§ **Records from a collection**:

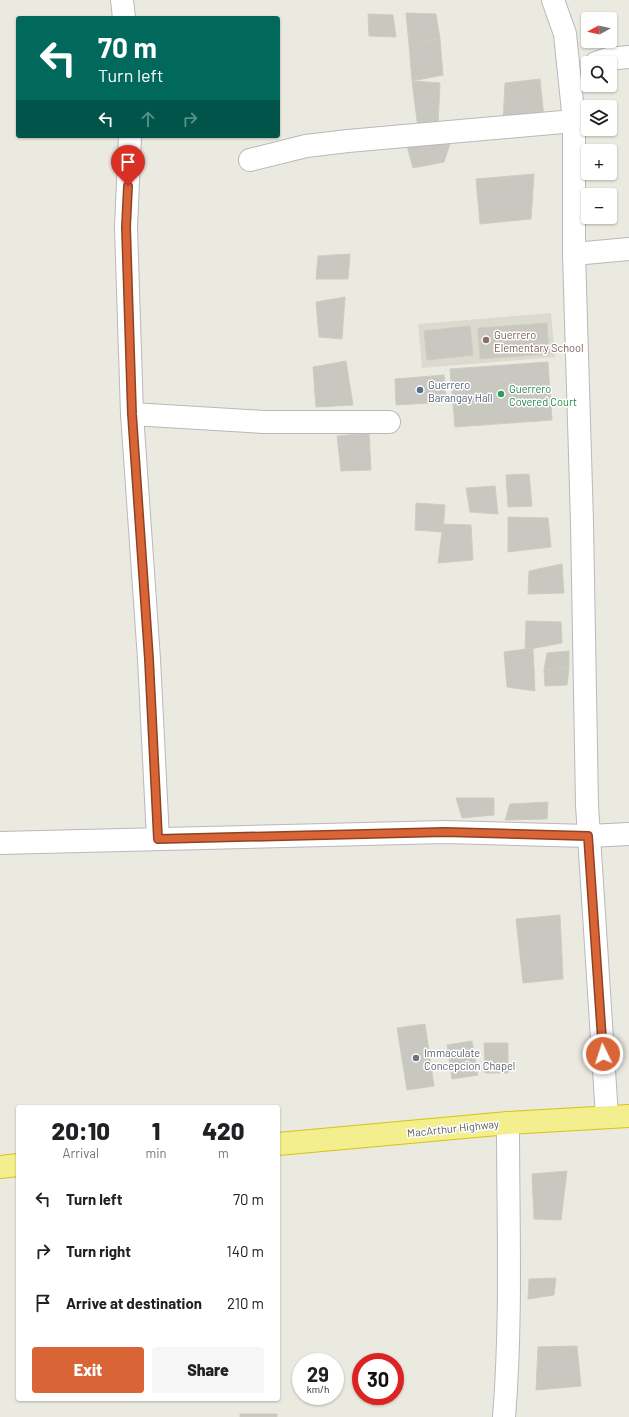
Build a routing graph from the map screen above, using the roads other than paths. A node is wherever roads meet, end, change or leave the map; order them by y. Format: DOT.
graph roads {
  1 [pos="122,0"];
  2 [pos="553,0"];
  3 [pos="124,16"];
  4 [pos="629,57"];
  5 [pos="617,58"];
  6 [pos="579,68"];
  7 [pos="574,121"];
  8 [pos="130,138"];
  9 [pos="250,160"];
  10 [pos="629,249"];
  11 [pos="574,254"];
  12 [pos="132,414"];
  13 [pos="389,422"];
  14 [pos="629,834"];
  15 [pos="588,836"];
  16 [pos="158,839"];
  17 [pos="0,843"];
  18 [pos="629,1116"];
  19 [pos="607,1117"];
  20 [pos="508,1123"];
  21 [pos="280,1144"];
  22 [pos="504,1417"];
  1 -- 3 [label="street"];
  2 -- 6 [label="street"];
  4 -- 5 [label="street"];
  6 -- 7 [label="street"];
  7 -- 9 [label="street"];
  7 -- 11 [label="street"];
  8 -- 12 [label="street"];
  10 -- 11 [label="street"];
  11 -- 15 [label="street"];
  12 -- 13 [label="street"];
  12 -- 16 [label="street"];
  14 -- 15 [label="street"];
  15 -- 16 [label="street"];
  15 -- 19 [label="street"];
  16 -- 17 [label="street"];
  18 -- 19 [label="highway, MacArthur Highway"];
  19 -- 20 [label="highway, MacArthur Highway"];
  20 -- 21 [label="highway, MacArthur Highway"];
  20 -- 22 [label="street"];
}
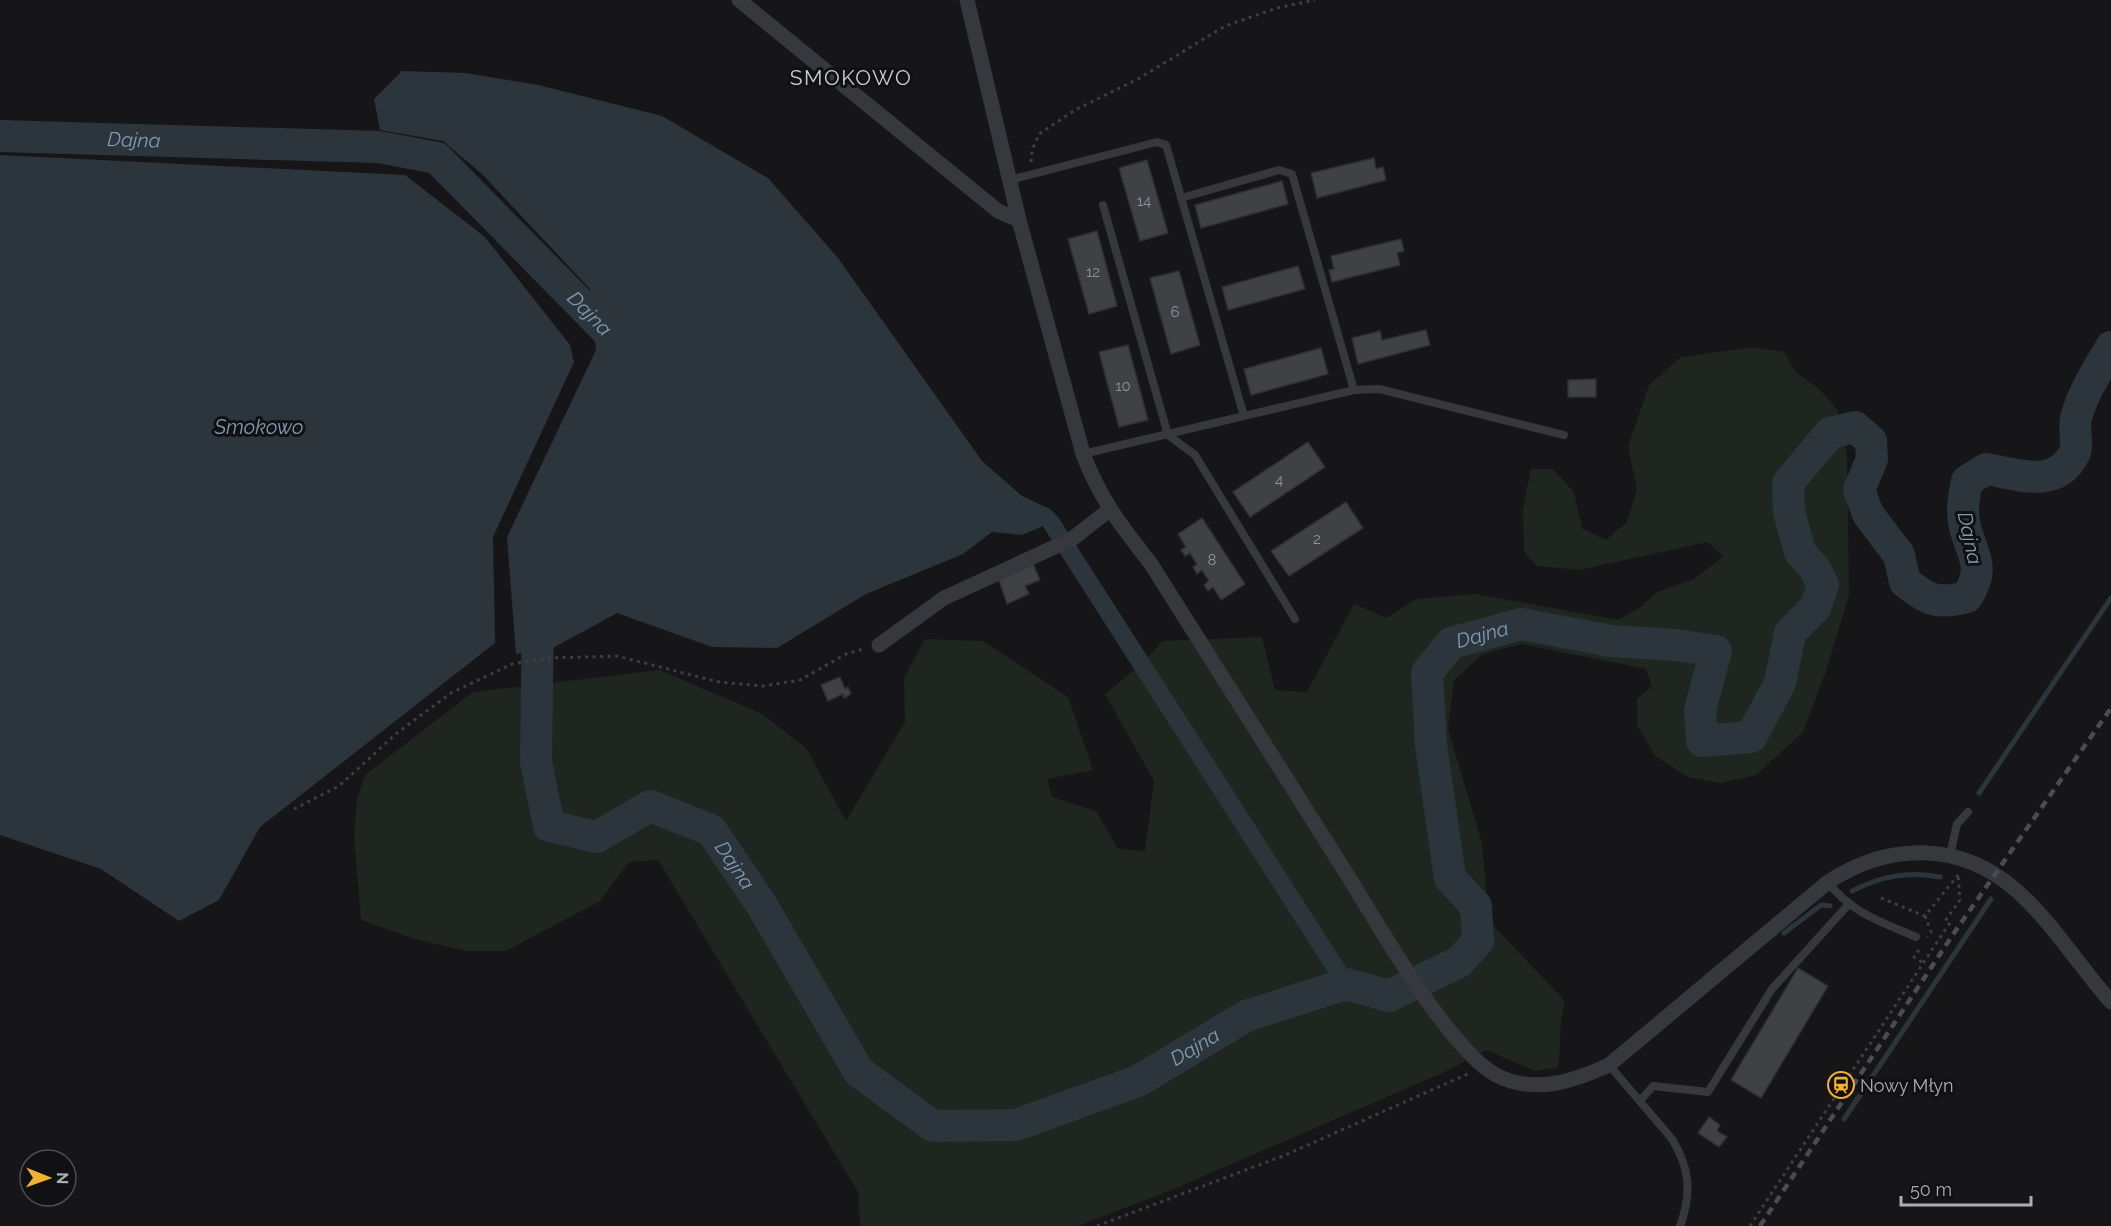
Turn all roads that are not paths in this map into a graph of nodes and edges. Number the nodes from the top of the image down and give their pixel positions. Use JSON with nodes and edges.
{"nodes":[{"id":1,"x":739,"y":0,"type":"edge"},
{"id":2,"x":967,"y":0,"type":"edge"},
{"id":3,"x":1010,"y":180,"type":"junction"},
{"id":4,"x":1181,"y":198,"type":"junction"},
{"id":5,"x":1103,"y":205,"type":"dead end"},
{"id":6,"x":1019,"y":220,"type":"junction"},
{"id":7,"x":1354,"y":390,"type":"junction"},
{"id":8,"x":1244,"y":416,"type":"junction"},
{"id":9,"x":1168,"y":435,"type":"junction"},
{"id":10,"x":1564,"y":435,"type":"dead end"},
{"id":11,"x":1083,"y":454,"type":"junction"},
{"id":12,"x":1109,"y":510,"type":"junction"},
{"id":13,"x":1295,"y":619,"type":"dead end"},
{"id":14,"x":879,"y":645,"type":"road end"},
{"id":15,"x":1968,"y":813,"type":"dead end"},
{"id":16,"x":1950,"y":855,"type":"junction"},
{"id":17,"x":1828,"y":882,"type":"junction"},
{"id":18,"x":1848,"y":905,"type":"junction"},
{"id":19,"x":1916,"y":937,"type":"dead end"},
{"id":20,"x":2111,"y":1002,"type":"edge"},
{"id":21,"x":1609,"y":1065,"type":"junction"},
{"id":22,"x":1640,"y":1101,"type":"junction"},
{"id":23,"x":1680,"y":1226,"type":"edge"}],
"edges":[{"from":1,"to":6,"type":"street"},
{"from":2,"to":3,"type":"street"},
{"from":3,"to":4,"type":"lane"},
{"from":3,"to":6,"type":"street"},
{"from":4,"to":7,"type":"lane"},
{"from":4,"to":8,"type":"lane"},
{"from":5,"to":9,"type":"lane"},
{"from":6,"to":11,"type":"street"},
{"from":7,"to":8,"type":"lane"},
{"from":7,"to":10,"type":"lane"},
{"from":8,"to":9,"type":"lane"},
{"from":9,"to":11,"type":"lane"},
{"from":9,"to":13,"type":"lane"},
{"from":11,"to":12,"type":"street"},
{"from":12,"to":14,"type":"street"},
{"from":12,"to":21,"type":"street"},
{"from":15,"to":16,"type":"lane"},
{"from":16,"to":17,"type":"street"},
{"from":16,"to":20,"type":"street"},
{"from":17,"to":18,"type":"lane"},
{"from":17,"to":21,"type":"street"},
{"from":18,"to":19,"type":"lane"},
{"from":18,"to":22,"type":"lane"},
{"from":21,"to":22,"type":"lane"},
{"from":22,"to":23,"type":"lane"}]}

§ **What you are asked to do**: Set every entry down again exactly as written, and omit the images.

§ **Response box**:
Build a routing graph from the map screen above, using the roads other than paths. A node is wherever roads meet, end, change or leave the map; order them by y. Format: DOT.
graph roads {
  1 [pos="122,0"];
  2 [pos="553,0"];
  3 [pos="124,16"];
  4 [pos="629,57"];
  5 [pos="617,58"];
  6 [pos="579,68"];
  7 [pos="574,121"];
  8 [pos="130,138"];
  9 [pos="250,160"];
  10 [pos="629,249"];
  11 [pos="574,254"];
  12 [pos="132,414"];
  13 [pos="389,422"];
  14 [pos="629,834"];
  15 [pos="588,836"];
  16 [pos="158,839"];
  17 [pos="0,843"];
  18 [pos="629,1116"];
  19 [pos="607,1117"];
  20 [pos="508,1123"];
  21 [pos="280,1144"];
  22 [pos="504,1417"];
  1 -- 3 [label="street"];
  2 -- 6 [label="street"];
  4 -- 5 [label="street"];
  6 -- 7 [label="street"];
  7 -- 9 [label="street"];
  7 -- 11 [label="street"];
  8 -- 12 [label="street"];
  10 -- 11 [label="street"];
  11 -- 15 [label="street"];
  12 -- 13 [label="street"];
  12 -- 16 [label="street"];
  14 -- 15 [label="street"];
  15 -- 16 [label="street"];
  15 -- 19 [label="street"];
  16 -- 17 [label="street"];
  18 -- 19 [label="highway, MacArthur Highway"];
  19 -- 20 [label="highway, MacArthur Highway"];
  20 -- 21 [label="highway, MacArthur Highway"];
  20 -- 22 [label="street"];
}
Turn all roads that are not paths in this map into a graph of nodes and edges. Number the nodes from the top of the image down and give their pixel positions. Use JSON with nodes and edges.
{"nodes":[{"id":1,"x":739,"y":0,"type":"edge"},
{"id":2,"x":967,"y":0,"type":"edge"},
{"id":3,"x":1010,"y":180,"type":"junction"},
{"id":4,"x":1181,"y":198,"type":"junction"},
{"id":5,"x":1103,"y":205,"type":"dead end"},
{"id":6,"x":1019,"y":220,"type":"junction"},
{"id":7,"x":1354,"y":390,"type":"junction"},
{"id":8,"x":1244,"y":416,"type":"junction"},
{"id":9,"x":1168,"y":435,"type":"junction"},
{"id":10,"x":1564,"y":435,"type":"dead end"},
{"id":11,"x":1083,"y":454,"type":"junction"},
{"id":12,"x":1109,"y":510,"type":"junction"},
{"id":13,"x":1295,"y":619,"type":"dead end"},
{"id":14,"x":879,"y":645,"type":"road end"},
{"id":15,"x":1968,"y":813,"type":"dead end"},
{"id":16,"x":1950,"y":855,"type":"junction"},
{"id":17,"x":1828,"y":882,"type":"junction"},
{"id":18,"x":1848,"y":905,"type":"junction"},
{"id":19,"x":1916,"y":937,"type":"dead end"},
{"id":20,"x":2111,"y":1002,"type":"edge"},
{"id":21,"x":1609,"y":1065,"type":"junction"},
{"id":22,"x":1640,"y":1101,"type":"junction"},
{"id":23,"x":1680,"y":1226,"type":"edge"}],
"edges":[{"from":1,"to":6,"type":"street"},
{"from":2,"to":3,"type":"street"},
{"from":3,"to":4,"type":"lane"},
{"from":3,"to":6,"type":"street"},
{"from":4,"to":7,"type":"lane"},
{"from":4,"to":8,"type":"lane"},
{"from":5,"to":9,"type":"lane"},
{"from":6,"to":11,"type":"street"},
{"from":7,"to":8,"type":"lane"},
{"from":7,"to":10,"type":"lane"},
{"from":8,"to":9,"type":"lane"},
{"from":9,"to":11,"type":"lane"},
{"from":9,"to":13,"type":"lane"},
{"from":11,"to":12,"type":"street"},
{"from":12,"to":14,"type":"street"},
{"from":12,"to":21,"type":"street"},
{"from":15,"to":16,"type":"lane"},
{"from":16,"to":17,"type":"street"},
{"from":16,"to":20,"type":"street"},
{"from":17,"to":18,"type":"lane"},
{"from":17,"to":21,"type":"street"},
{"from":18,"to":19,"type":"lane"},
{"from":18,"to":22,"type":"lane"},
{"from":21,"to":22,"type":"lane"},
{"from":22,"to":23,"type":"lane"}]}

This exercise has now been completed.